CARLOS MOLITERNO
Poeta, jornalista, crítico literário, foi presidente da Academia Alagoana de Letras por seis mandatos consecutivos, autor dos livros Desencontro, Notas Sobre Poesia Moderna em Alagoas e do festejado A Ilha, considerado um clássico da poesia alagoana. Membro do Instituto Histórico e Geográfico de Alagoas, autor da letra do Hino de Maceió, faleceu no dia 19 de maio de 1998, aos 86 anos.
De
MOLITERNO, Carlos
A Ilha. Capa e ilustrações de Hércules.
Maceió, Alagoas: Imprensa Oficial, 1969. 131 p. formato 29x14 cm
Este livro de Carlos Moliterno inclui 8 desenhos de Hércules impresso em folhas separadas do texto sobre papel verde claro.
SONETO N° 37
A Ilha se dilui pelo meu corpo
e em minhas mãos retenho a sucessão
dos litorais que nascem nos meus olhos,
das angras que confinam nas marés.
Ondas intermitentes se deslocam,
projetando uma azul geografia
de águas que são águas e não são,
porque no horizonte se esvaziam.
Agua e céu se confundem em cores várias,
em cores que retenho nos meus dedos,
entre o verde e o azul e o ouro e o chumbo.
Olhos procuradores se inquietam
e se perdem num mapa de água e céu,
um mapa que eu tracei para meu uso.
SONETO N. 6
Debruço-me na tarde sobre a Ilha,
enquanto o sol estanca no vermelho,
e derramo lembranças nas areias
e na relva, nas flores e nos frutos.
A memória na tarde é um calendário
que registra os mais lúcidos instantes
dos meus passos incertos e perdidos
na minha irresponsável geografia.
No silêncio da tarde me absorvo,
perdido nos seus pontos cardiais,
marinheiro sem rumo e sem estrela.
Percorro a Ilha sem mirante e mapas
e céu e terra escapam dos meus dedos,
como fios de luzes intocáveis.
AVELAR, Romeu de. Coletânea de poetas alagoanos. Rio de Janeiro: Edições Minerva, 1959. 286 p. ilus. 15,5x23 cm. Exemplar encadernado. Bibl.

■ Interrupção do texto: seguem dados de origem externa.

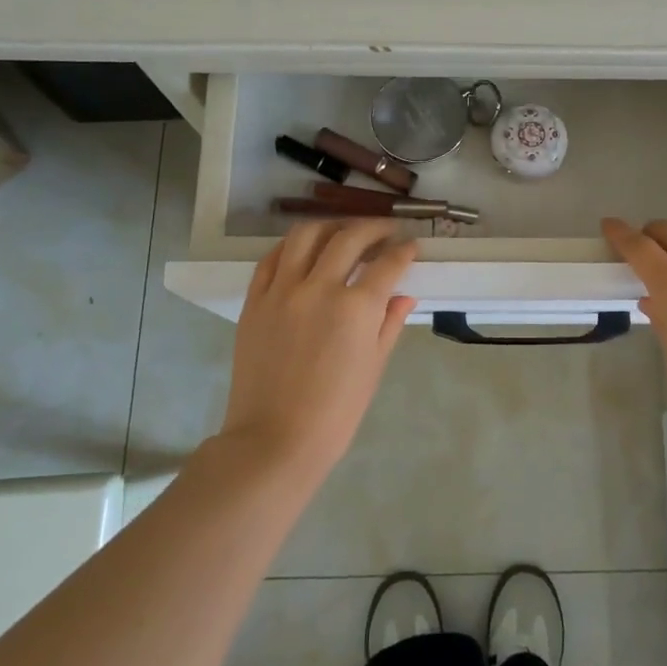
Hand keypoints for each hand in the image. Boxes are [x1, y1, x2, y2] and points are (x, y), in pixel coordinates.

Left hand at [221, 219, 418, 474]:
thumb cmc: (335, 412)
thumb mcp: (373, 367)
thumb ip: (389, 324)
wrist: (275, 439)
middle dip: (374, 228)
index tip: (411, 246)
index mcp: (356, 308)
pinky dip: (291, 247)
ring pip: (305, 236)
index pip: (387, 263)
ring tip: (343, 232)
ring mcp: (282, 291)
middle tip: (386, 231)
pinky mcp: (255, 301)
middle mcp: (319, 288)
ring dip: (331, 226)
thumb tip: (404, 296)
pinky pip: (271, 259)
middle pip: (349, 238)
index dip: (404, 251)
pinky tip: (303, 250)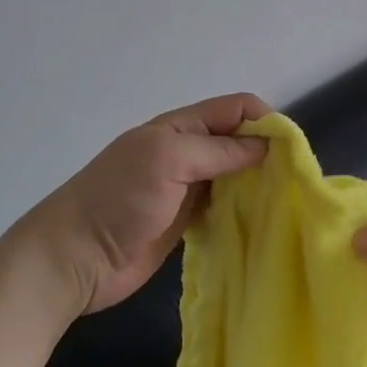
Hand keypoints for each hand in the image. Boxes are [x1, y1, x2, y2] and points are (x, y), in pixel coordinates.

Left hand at [28, 93, 271, 313]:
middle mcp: (187, 151)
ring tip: (284, 201)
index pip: (235, 108)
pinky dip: (243, 208)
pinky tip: (260, 221)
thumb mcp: (168, 161)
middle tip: (293, 181)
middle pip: (238, 140)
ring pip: (234, 174)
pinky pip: (224, 205)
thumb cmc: (118, 200)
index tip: (289, 151)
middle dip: (267, 153)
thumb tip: (267, 145)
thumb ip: (218, 150)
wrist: (73, 259)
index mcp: (181, 127)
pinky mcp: (186, 219)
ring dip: (257, 182)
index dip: (265, 121)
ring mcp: (186, 187)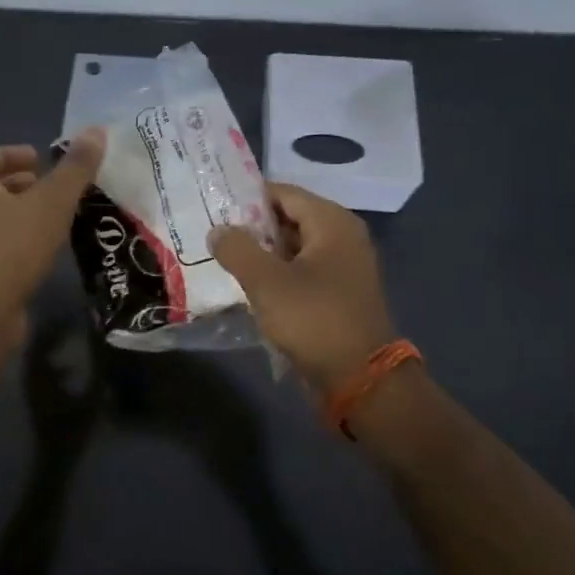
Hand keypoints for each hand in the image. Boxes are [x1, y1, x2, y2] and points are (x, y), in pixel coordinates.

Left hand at [0, 128, 105, 337]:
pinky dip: (17, 240)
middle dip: (18, 184)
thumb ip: (75, 167)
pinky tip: (44, 250)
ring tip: (53, 216)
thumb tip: (96, 130)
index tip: (39, 159)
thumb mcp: (53, 201)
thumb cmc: (14, 246)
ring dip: (19, 213)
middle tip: (50, 185)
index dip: (10, 155)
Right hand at [209, 183, 397, 394]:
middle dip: (252, 226)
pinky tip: (247, 284)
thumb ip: (237, 249)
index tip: (213, 204)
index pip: (283, 193)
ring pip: (293, 247)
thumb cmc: (315, 320)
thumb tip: (217, 230)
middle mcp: (343, 237)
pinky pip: (301, 271)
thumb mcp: (267, 282)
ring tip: (222, 256)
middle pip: (289, 218)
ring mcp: (343, 267)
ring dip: (262, 252)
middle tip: (212, 231)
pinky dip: (276, 274)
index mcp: (333, 222)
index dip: (247, 197)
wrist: (362, 381)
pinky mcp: (338, 294)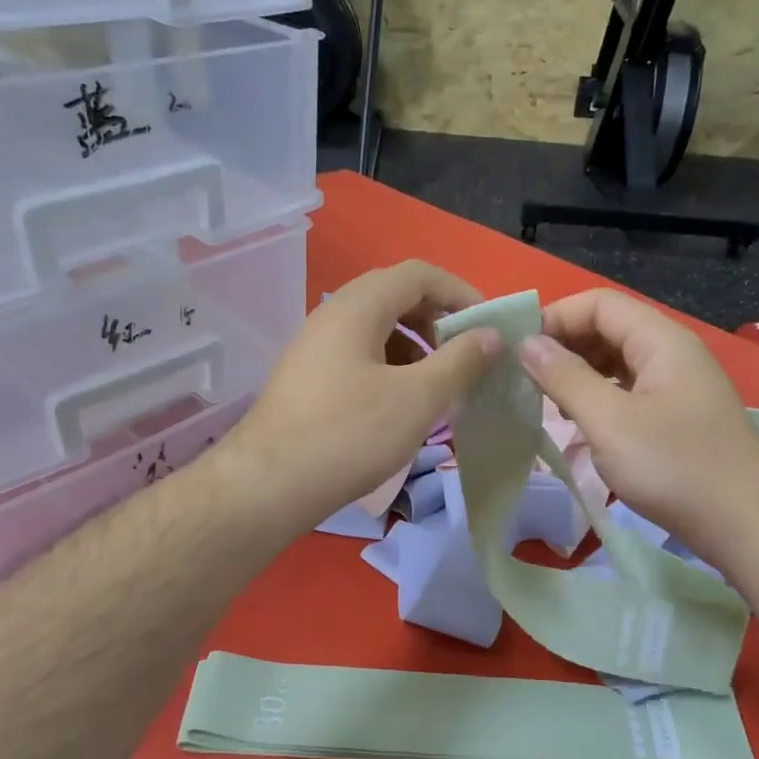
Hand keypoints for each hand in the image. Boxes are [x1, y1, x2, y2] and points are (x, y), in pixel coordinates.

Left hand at [218, 261, 501, 534]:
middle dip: (438, 320)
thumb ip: (460, 361)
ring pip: (377, 329)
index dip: (461, 292)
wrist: (268, 485)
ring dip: (416, 346)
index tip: (489, 326)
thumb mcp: (417, 399)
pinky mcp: (309, 378)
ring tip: (439, 384)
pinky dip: (391, 367)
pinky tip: (402, 404)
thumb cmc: (349, 435)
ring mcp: (316, 347)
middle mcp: (332, 315)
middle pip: (396, 296)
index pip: (419, 274)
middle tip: (466, 356)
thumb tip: (491, 335)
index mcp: (358, 306)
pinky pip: (359, 356)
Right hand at [518, 289, 758, 551]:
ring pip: (618, 363)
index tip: (519, 352)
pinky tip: (581, 427)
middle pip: (610, 329)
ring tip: (548, 405)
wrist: (747, 525)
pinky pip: (630, 392)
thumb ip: (565, 378)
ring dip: (580, 376)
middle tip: (527, 381)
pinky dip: (600, 400)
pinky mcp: (679, 417)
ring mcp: (678, 386)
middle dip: (565, 347)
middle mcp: (672, 353)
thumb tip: (527, 344)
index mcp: (660, 340)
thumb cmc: (674, 467)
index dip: (556, 318)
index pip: (599, 303)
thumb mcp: (609, 422)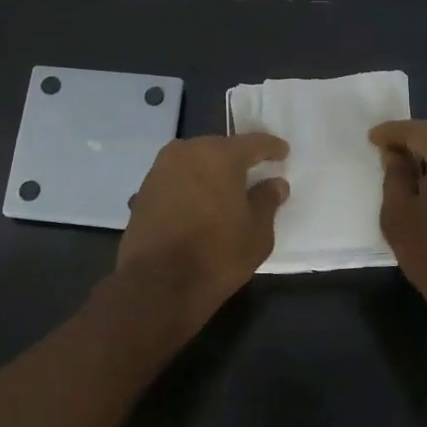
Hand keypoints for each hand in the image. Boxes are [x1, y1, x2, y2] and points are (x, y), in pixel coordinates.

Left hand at [119, 134, 290, 331]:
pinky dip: (189, 187)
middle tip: (253, 171)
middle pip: (218, 148)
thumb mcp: (256, 232)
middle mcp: (186, 152)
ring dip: (209, 172)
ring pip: (193, 162)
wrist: (157, 283)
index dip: (270, 147)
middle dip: (236, 158)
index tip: (282, 151)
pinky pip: (175, 180)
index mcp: (219, 155)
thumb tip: (275, 183)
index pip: (252, 143)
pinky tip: (197, 205)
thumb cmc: (216, 254)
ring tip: (223, 189)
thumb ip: (267, 201)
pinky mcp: (143, 191)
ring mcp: (160, 170)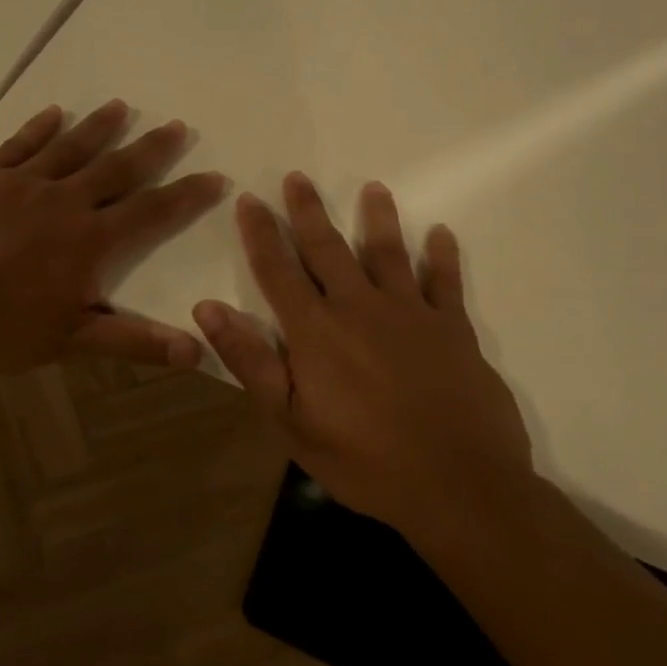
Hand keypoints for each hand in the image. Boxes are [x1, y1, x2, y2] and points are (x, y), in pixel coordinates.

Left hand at [0, 100, 225, 373]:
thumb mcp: (69, 341)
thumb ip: (132, 340)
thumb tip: (195, 351)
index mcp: (88, 241)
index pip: (151, 211)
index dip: (186, 195)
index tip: (213, 176)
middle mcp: (61, 201)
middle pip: (117, 167)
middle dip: (151, 148)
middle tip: (175, 127)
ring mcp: (19, 182)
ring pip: (70, 146)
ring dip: (100, 126)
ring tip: (122, 107)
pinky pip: (18, 144)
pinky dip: (39, 128)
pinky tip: (54, 114)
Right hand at [193, 173, 534, 541]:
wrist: (459, 487)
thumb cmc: (364, 460)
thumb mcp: (290, 420)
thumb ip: (249, 361)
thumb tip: (206, 309)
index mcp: (315, 331)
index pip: (278, 270)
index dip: (261, 233)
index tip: (249, 199)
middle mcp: (360, 308)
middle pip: (328, 249)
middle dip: (308, 211)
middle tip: (297, 177)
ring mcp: (411, 314)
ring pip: (388, 253)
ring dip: (377, 218)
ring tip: (372, 187)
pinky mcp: (454, 330)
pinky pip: (446, 283)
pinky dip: (443, 257)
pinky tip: (441, 234)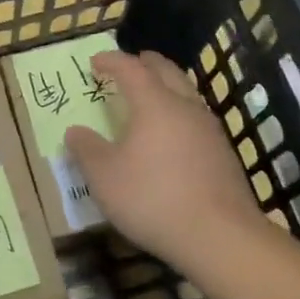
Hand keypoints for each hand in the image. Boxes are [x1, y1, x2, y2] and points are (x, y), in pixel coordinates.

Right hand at [65, 50, 270, 275]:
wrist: (220, 237)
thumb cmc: (153, 198)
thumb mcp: (105, 177)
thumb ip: (87, 150)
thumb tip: (75, 132)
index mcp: (154, 104)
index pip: (131, 69)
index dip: (112, 61)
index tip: (95, 62)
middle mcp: (185, 107)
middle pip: (167, 72)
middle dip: (147, 64)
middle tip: (132, 63)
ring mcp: (210, 130)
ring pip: (187, 94)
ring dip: (167, 87)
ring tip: (152, 97)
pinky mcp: (224, 155)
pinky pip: (197, 120)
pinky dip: (179, 114)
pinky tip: (173, 136)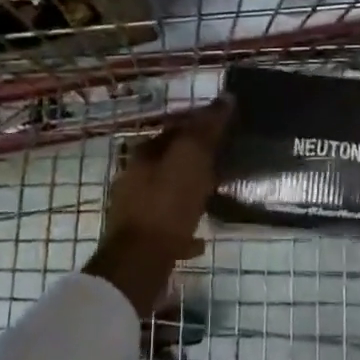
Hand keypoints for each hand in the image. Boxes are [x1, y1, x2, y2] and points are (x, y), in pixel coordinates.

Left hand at [85, 98, 232, 318]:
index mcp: (144, 155)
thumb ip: (207, 129)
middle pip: (169, 162)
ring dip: (189, 193)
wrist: (139, 263)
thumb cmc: (166, 205)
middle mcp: (134, 178)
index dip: (199, 126)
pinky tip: (200, 239)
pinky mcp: (141, 239)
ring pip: (167, 193)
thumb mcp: (191, 159)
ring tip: (214, 199)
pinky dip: (184, 228)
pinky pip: (167, 226)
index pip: (174, 130)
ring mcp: (134, 210)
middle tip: (224, 164)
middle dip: (194, 161)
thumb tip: (225, 97)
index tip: (224, 130)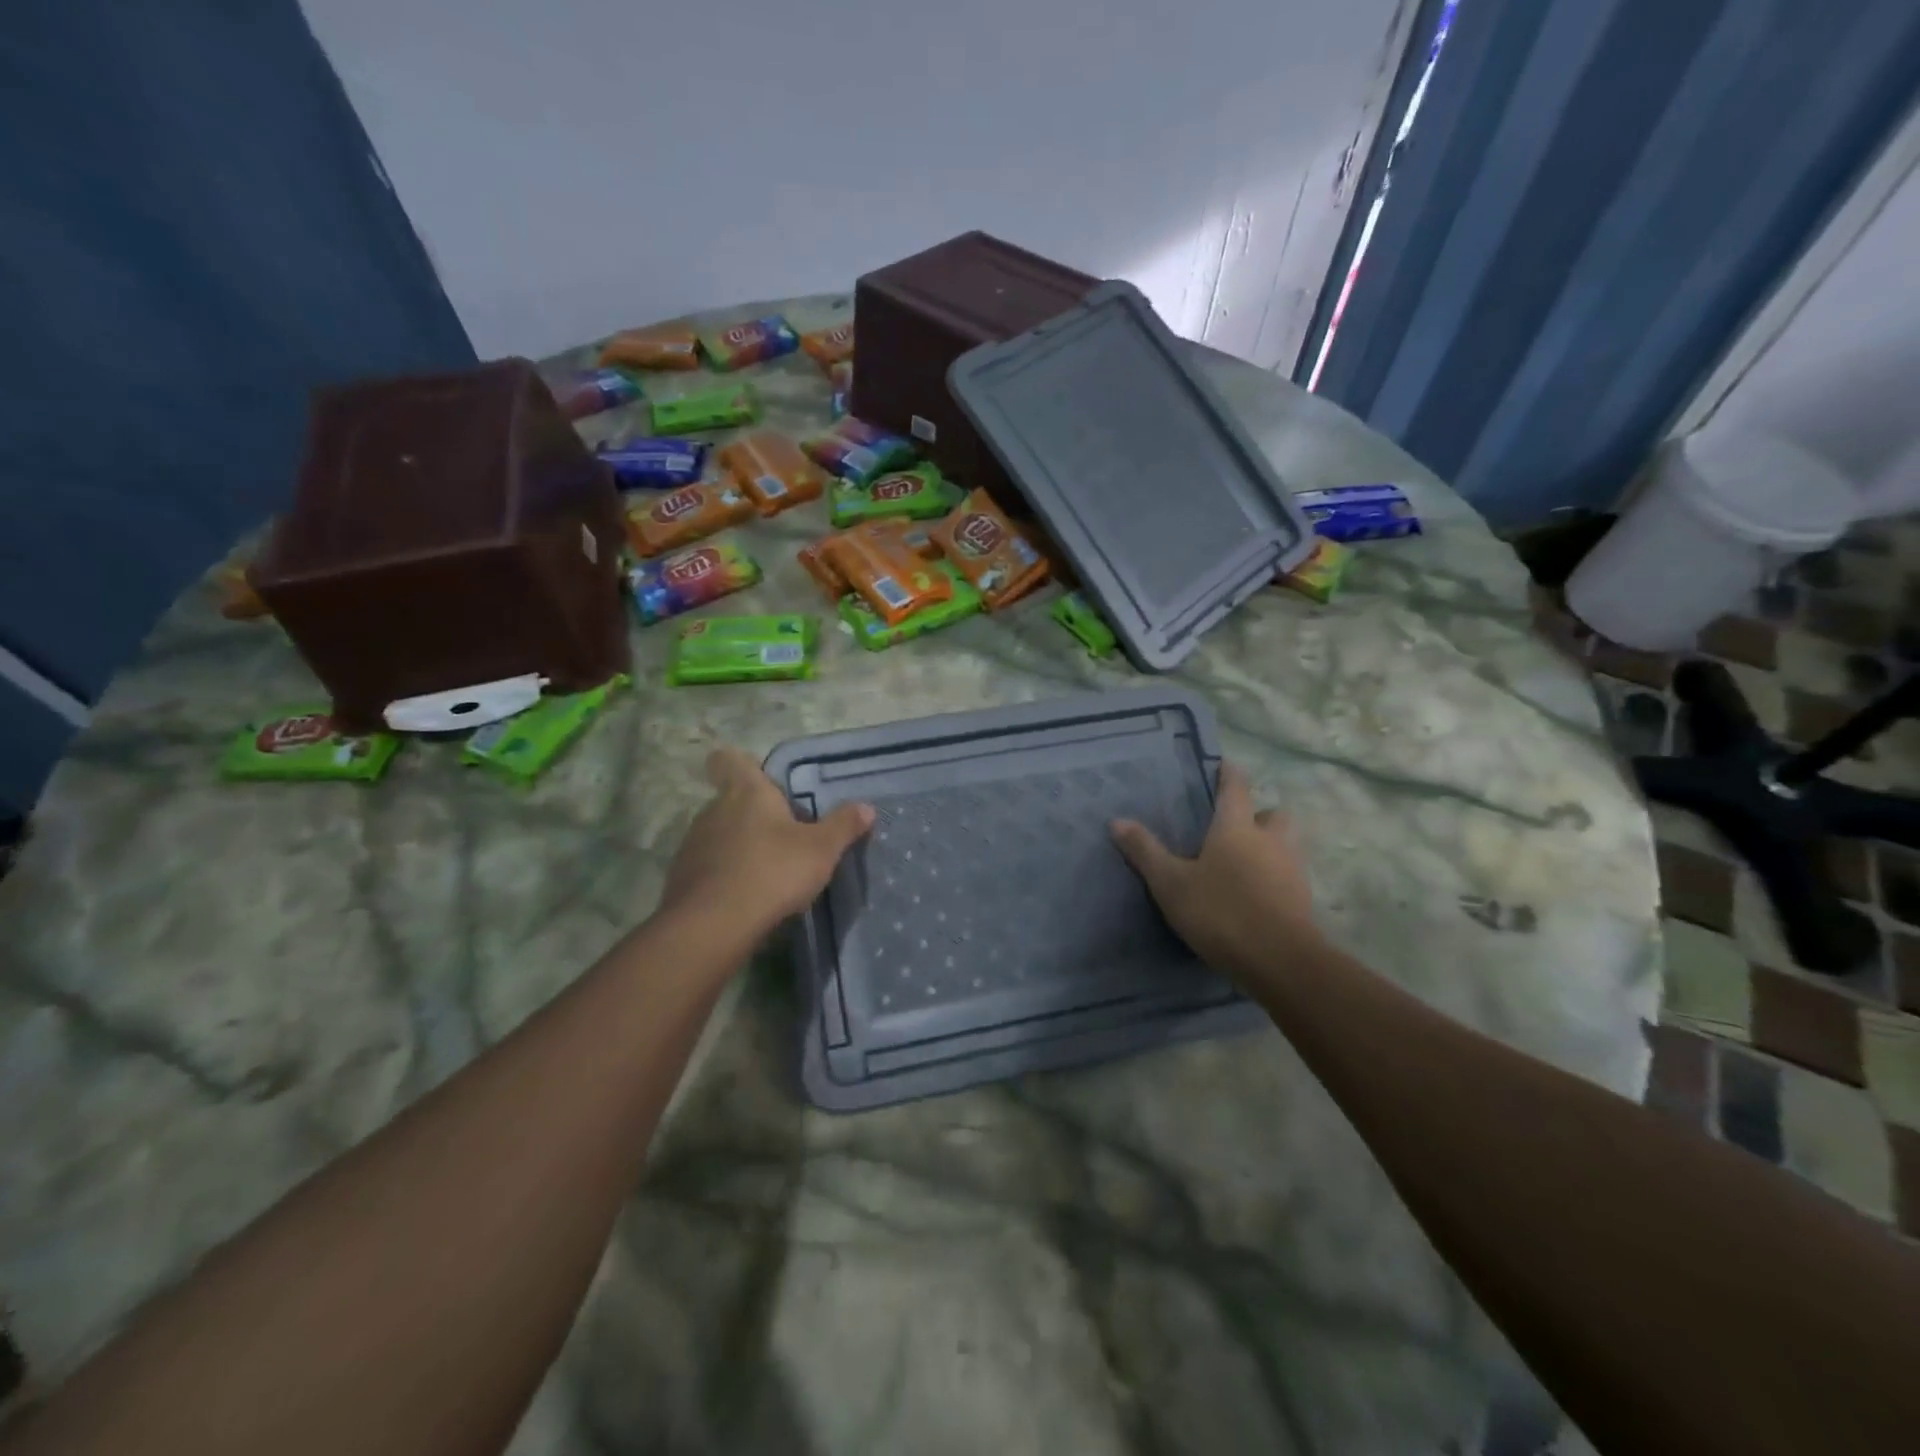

Antonio Miranda
CAMÕES
Destemido cantor da gente lusitana,
Que ostentas do passado os louros imortais,
Modelaste no verso a glória que engalana
A nobre tradição de vultos colossais.
Cantaste no teu poema a luta sobre-humana
Da armada que venceu rijos temporais
E rasgou pelo mar, com bravura espartana,
A rota que a levou às Índias Ocidentais.
Vibraste em tua lira, ó grandioso artista,
Um canto sublimado e cheio de grandeza
Que traduz do teu povo as ânsias de conquista.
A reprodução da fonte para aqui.